Action item - Using the data below, copy out all lines with the word "edges".

Given records Start Marker

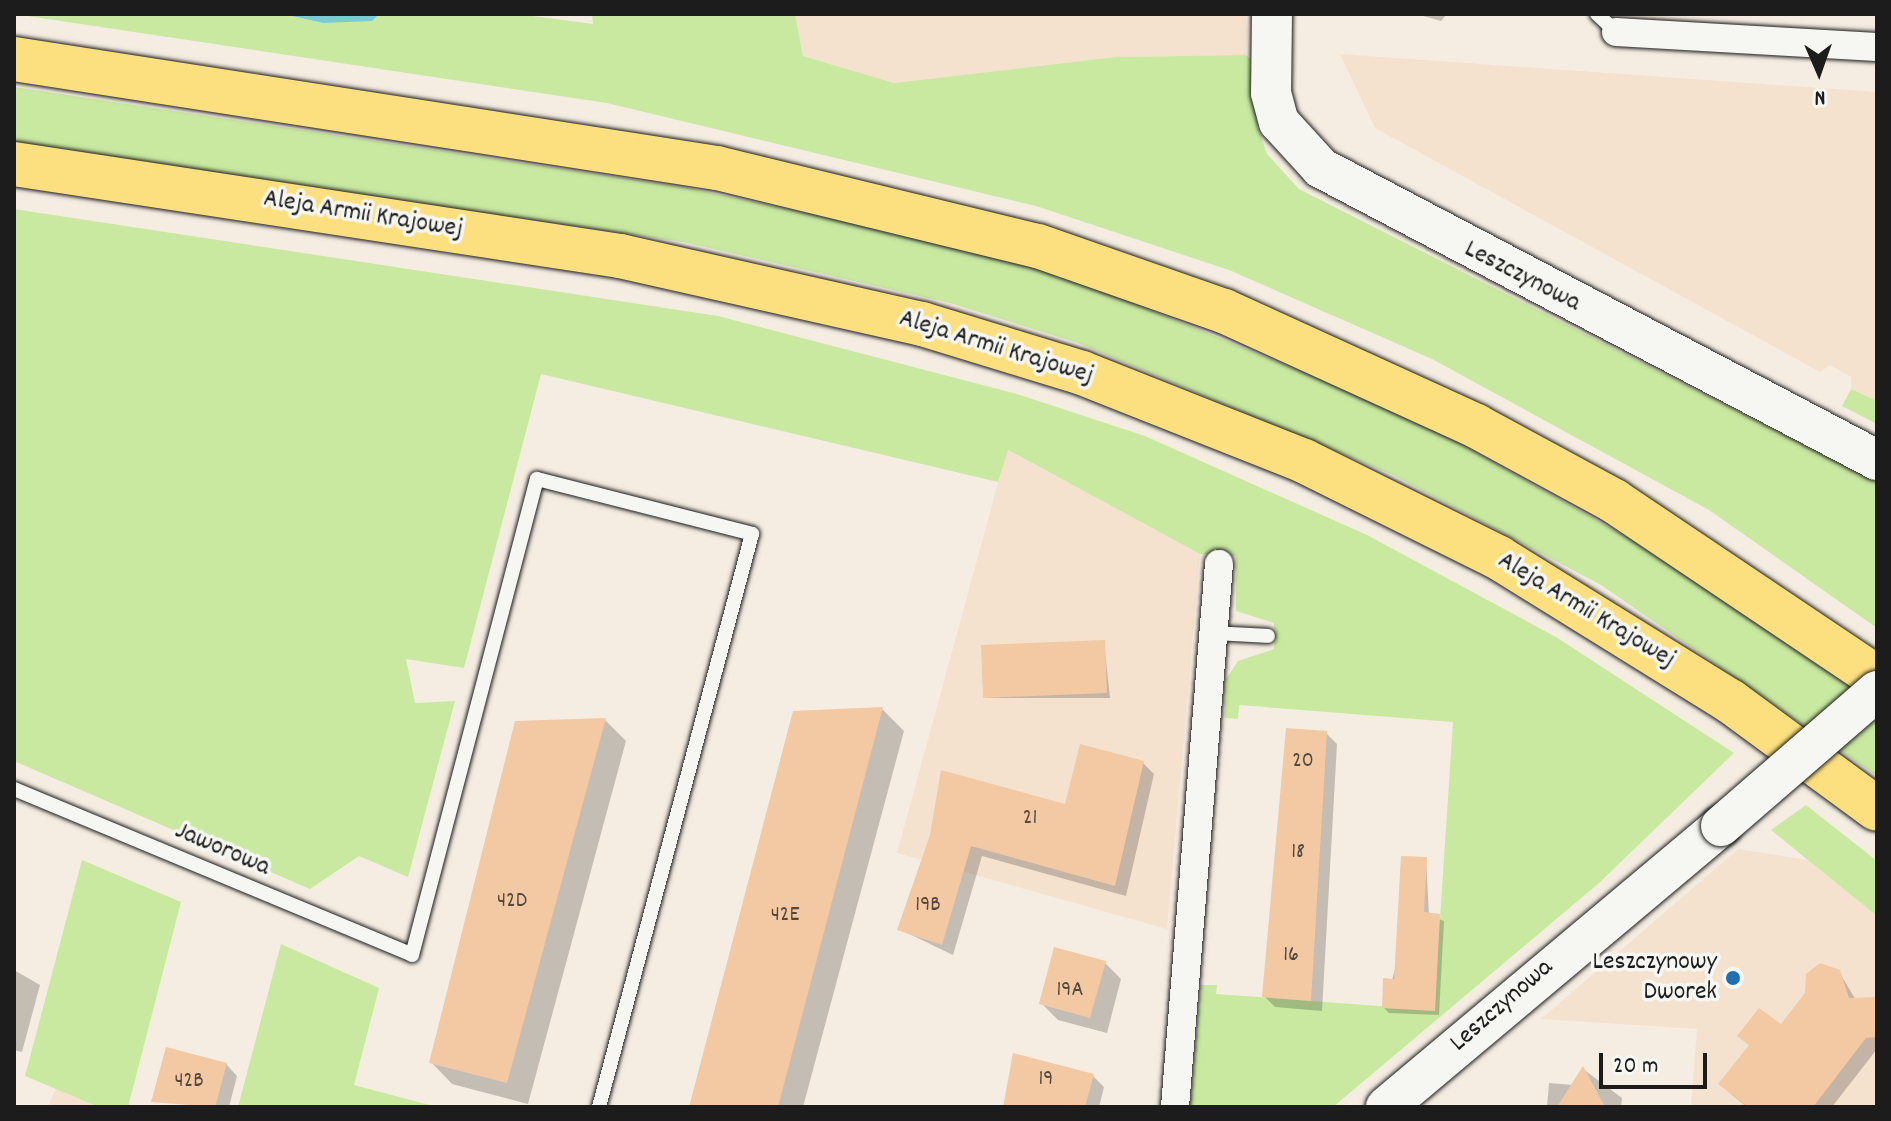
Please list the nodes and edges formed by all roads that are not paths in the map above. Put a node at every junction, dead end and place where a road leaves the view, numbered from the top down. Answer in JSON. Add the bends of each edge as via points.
{"nodes":[{"id":1,"x":1272,"y":14,"type":"edge"},
{"id":2,"x":1606,"y":23,"type":"edge"},
{"id":3,"x":1877,"y":47,"type":"edge"},
{"id":4,"x":14,"y":59,"type":"edge"},
{"id":5,"x":14,"y":164,"type":"edge"},
{"id":6,"x":1877,"y":460,"type":"edge"},
{"id":7,"x":1219,"y":564,"type":"dead end"},
{"id":8,"x":1213,"y":633,"type":"junction"},
{"id":9,"x":1268,"y":636,"type":"dead end"},
{"id":10,"x":1877,"y":678,"type":"edge"},
{"id":11,"x":1877,"y":691,"type":"edge"},
{"id":12,"x":14,"y":789,"type":"edge"},
{"id":13,"x":1877,"y":809,"type":"edge"},
{"id":14,"x":599,"y":1107,"type":"edge"},
{"id":15,"x":1175,"y":1107,"type":"edge"},
{"id":16,"x":1386,"y":1107,"type":"edge"}],
"edges":[{"from":1,"to":6,"type":"street","name":"Leszczynowa","via":[[1271,93],[1279,122],[1321,168]]},
{"from":2,"to":3,"type":"street"},
{"from":4,"to":10,"type":"main road","via":[[717,168],[1038,246],[1224,311],[1476,426],[1614,501]]},
{"from":5,"to":13,"type":"main road","name":"Aleja Armii Krajowej","via":[[620,256],[922,324],[1082,373],[1304,461],[1499,558],[1730,701]]},
{"from":7,"to":8,"type":"street"},
{"from":8,"to":9,"type":"lane"},
{"from":8,"to":15,"type":"street"},
{"from":11,"to":16,"type":"street","name":"Leszczynowa","bridge":true},
{"from":12,"to":14,"type":"lane","name":"Jaworowa","via":[[412,955],[537,479],[752,534]]}]}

Given records End Marker

Expected answer -
Please list the nodes and edges formed by all roads that are not paths in the map above. Put a node at every junction, dead end and place where a road leaves the view, numbered from the top down. Answer in JSON. Add the bends of each edge as via points.
"edges":[{"from":1,"to":6,"type":"street","name":"Leszczynowa","via":[[1271,93],[1279,122],[1321,168]]},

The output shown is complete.